▶ [Exercise goal] The job is to find each line in the entries holding the string "highway" and copy that line.

** Opening Dataset block **

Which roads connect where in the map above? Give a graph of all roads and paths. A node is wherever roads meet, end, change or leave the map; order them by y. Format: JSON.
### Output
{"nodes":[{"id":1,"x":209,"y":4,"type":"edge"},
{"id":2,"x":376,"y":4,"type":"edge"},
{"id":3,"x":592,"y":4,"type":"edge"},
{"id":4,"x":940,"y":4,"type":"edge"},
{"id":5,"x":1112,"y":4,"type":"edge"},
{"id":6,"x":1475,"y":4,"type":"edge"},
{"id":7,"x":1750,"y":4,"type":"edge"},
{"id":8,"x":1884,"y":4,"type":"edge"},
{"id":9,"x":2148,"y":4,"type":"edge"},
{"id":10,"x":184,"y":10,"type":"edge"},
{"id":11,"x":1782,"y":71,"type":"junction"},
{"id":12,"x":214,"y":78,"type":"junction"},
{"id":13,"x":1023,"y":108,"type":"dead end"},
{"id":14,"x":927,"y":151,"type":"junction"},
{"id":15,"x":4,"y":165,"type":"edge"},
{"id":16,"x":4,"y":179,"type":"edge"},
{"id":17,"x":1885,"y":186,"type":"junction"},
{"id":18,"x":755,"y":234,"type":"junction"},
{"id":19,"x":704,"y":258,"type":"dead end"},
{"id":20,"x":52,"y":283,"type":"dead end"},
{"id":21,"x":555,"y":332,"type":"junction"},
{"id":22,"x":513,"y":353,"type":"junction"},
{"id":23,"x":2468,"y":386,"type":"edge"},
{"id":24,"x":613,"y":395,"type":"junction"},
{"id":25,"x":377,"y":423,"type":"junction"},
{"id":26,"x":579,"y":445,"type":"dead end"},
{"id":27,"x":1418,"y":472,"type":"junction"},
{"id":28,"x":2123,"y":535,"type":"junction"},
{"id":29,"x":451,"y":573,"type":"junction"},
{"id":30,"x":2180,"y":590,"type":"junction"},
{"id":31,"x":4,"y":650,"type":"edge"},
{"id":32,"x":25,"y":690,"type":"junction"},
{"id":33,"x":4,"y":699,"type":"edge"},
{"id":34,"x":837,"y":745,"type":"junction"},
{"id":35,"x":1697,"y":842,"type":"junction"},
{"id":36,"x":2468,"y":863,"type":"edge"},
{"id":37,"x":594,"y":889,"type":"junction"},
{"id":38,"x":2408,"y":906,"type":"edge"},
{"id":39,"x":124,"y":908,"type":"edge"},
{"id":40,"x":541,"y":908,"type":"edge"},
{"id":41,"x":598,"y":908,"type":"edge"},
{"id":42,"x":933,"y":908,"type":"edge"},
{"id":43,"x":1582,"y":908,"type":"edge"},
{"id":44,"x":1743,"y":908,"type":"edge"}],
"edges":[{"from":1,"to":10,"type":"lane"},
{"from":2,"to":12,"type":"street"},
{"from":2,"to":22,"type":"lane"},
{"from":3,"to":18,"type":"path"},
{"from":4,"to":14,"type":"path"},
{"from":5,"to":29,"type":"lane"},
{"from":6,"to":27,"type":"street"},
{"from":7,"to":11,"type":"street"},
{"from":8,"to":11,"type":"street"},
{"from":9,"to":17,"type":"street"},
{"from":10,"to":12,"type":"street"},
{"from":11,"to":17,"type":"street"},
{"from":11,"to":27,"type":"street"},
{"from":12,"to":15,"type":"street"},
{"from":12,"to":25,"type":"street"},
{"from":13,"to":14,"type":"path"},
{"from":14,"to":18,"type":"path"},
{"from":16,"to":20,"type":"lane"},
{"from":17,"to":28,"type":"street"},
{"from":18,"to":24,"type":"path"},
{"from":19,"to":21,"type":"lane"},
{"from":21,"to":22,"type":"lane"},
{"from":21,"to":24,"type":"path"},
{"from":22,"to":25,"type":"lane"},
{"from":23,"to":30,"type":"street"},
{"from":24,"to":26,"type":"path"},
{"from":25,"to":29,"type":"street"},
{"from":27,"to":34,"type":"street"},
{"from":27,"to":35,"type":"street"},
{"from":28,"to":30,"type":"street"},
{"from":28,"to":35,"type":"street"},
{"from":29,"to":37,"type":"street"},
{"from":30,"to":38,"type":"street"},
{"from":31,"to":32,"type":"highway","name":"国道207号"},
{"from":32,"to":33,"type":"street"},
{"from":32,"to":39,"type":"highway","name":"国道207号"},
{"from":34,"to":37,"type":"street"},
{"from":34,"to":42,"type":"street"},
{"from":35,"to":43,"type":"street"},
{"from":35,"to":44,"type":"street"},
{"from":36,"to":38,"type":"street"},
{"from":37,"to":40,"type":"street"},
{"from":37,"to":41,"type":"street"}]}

** Closing Dataset block **

▶ [Problem solution]
{"from":31,"to":32,"type":"highway","name":"国道207号"},
{"from":32,"to":39,"type":"highway","name":"国道207号"},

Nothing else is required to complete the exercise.